As a grad student I was mostly concerned with developing better technique. I also wanted to avoid the smarmy metaphysics that plagues the school. You know what I mean: artist statments that claim you used blue because it was Tuesday and Tuesday reminds you of Marilyn Monroe and blue was her favorite color– but only for shoes.

The most practical approach to meet these goals was to paint objects- still lifes, human bodies, landscapes. I learned a lot doing it and my thesis project was a series of still lifes.

But right now I am tired of all of that and I crave to use my imagination.
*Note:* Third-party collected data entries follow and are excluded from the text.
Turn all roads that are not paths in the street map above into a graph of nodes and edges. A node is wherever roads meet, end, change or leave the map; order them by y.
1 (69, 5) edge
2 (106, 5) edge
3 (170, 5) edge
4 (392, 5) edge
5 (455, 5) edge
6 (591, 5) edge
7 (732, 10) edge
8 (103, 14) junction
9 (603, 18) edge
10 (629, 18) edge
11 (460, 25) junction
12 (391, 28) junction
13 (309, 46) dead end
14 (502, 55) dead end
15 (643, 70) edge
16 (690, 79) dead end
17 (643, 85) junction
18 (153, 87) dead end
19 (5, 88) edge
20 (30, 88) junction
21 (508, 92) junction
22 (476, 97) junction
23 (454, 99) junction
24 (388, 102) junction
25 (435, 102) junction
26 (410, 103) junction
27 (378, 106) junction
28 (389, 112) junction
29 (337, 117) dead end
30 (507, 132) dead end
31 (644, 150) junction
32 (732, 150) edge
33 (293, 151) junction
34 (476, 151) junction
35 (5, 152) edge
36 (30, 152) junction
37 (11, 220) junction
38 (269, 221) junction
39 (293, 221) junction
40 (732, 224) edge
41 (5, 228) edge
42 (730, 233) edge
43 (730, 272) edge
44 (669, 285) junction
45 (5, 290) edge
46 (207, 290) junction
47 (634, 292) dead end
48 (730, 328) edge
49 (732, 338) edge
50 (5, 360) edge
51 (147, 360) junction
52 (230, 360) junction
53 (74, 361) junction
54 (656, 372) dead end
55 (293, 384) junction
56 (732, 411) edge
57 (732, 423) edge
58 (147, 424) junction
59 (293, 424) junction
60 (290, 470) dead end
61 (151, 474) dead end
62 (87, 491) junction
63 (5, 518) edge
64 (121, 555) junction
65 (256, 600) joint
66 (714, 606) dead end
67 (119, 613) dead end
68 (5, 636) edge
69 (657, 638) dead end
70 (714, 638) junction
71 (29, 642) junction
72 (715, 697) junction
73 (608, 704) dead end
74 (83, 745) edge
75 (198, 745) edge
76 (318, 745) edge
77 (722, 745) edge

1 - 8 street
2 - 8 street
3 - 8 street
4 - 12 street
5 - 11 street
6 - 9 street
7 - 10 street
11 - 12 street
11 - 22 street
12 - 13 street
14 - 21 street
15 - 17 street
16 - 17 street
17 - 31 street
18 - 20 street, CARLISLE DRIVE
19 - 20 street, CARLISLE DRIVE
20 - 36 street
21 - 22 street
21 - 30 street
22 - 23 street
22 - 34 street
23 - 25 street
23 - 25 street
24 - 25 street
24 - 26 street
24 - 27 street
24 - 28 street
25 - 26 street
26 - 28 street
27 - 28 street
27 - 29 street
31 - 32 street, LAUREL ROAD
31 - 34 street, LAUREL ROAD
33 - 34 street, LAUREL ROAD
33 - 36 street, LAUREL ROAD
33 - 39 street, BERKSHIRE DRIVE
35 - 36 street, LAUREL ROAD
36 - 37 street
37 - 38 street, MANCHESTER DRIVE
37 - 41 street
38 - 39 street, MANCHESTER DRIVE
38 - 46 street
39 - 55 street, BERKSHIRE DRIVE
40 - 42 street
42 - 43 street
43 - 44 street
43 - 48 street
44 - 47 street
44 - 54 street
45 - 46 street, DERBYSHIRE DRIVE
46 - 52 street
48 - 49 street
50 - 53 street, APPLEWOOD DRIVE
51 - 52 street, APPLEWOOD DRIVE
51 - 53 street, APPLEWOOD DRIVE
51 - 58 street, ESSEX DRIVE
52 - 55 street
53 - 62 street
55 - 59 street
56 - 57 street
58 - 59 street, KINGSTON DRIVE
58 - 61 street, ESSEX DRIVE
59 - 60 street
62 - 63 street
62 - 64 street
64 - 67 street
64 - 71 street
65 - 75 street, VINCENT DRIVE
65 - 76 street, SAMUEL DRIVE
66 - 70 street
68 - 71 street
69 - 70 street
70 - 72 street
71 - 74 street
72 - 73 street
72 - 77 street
Thus: narrative paintings.

Quarantine

I saw this movie tonight on Netflix and I thought it was really good. It was scary and suspenseful, but even better, it was logical. And I thought the acting was convincing and avoided being melodramatic. The quarantine itself raises an interesting ethical dilemma: I was sympathetic to the characters trying to escape the disease but I did not want them to get out of the building to spread the illness. Then it would be just like 28 Days Later! Or the Decameron. Yuck.

Netflix

Netflix has really stepped up their customer service. For a long time, it took about 4 days for me to get a new movie but now that’s down to two and they finally enabled instant viewing for Macintosh. (Not my ancient Mac but that’s another story. 4 years and counting.) Today they randomly sent me an extra movie since one I had ordered might be delayed. Sweet!

Netflix Again

Evidence that our language is always changing: “I saw this movie tonight on Netflix.” That is not a normal sentence but I use it all the time.

Spanish Language News

I got tired of CNN.com’s banal reporting, cheesy writing, and whiny, patronizing obsession with the financial crisis. I hate all those articles that use the first person plural to either blame or exonerate the American people at whim. You know: “We” were doomed by evil, greedy executives or else “we” got ourselves into this mess by purchasing BMW’s with home equity loans on our foreclosed houses and ENOUGH! I can’t take it any more.

So I switched to the Spanish version of the BBC which is a completely different universe of reporting entirely. First, the articles are actually analytical. Second, I learn things I never thought about, such as how hot the Argentine president is. Third, I get to practice my Spanish. It is wonderful.

And that is all I have to say. The End.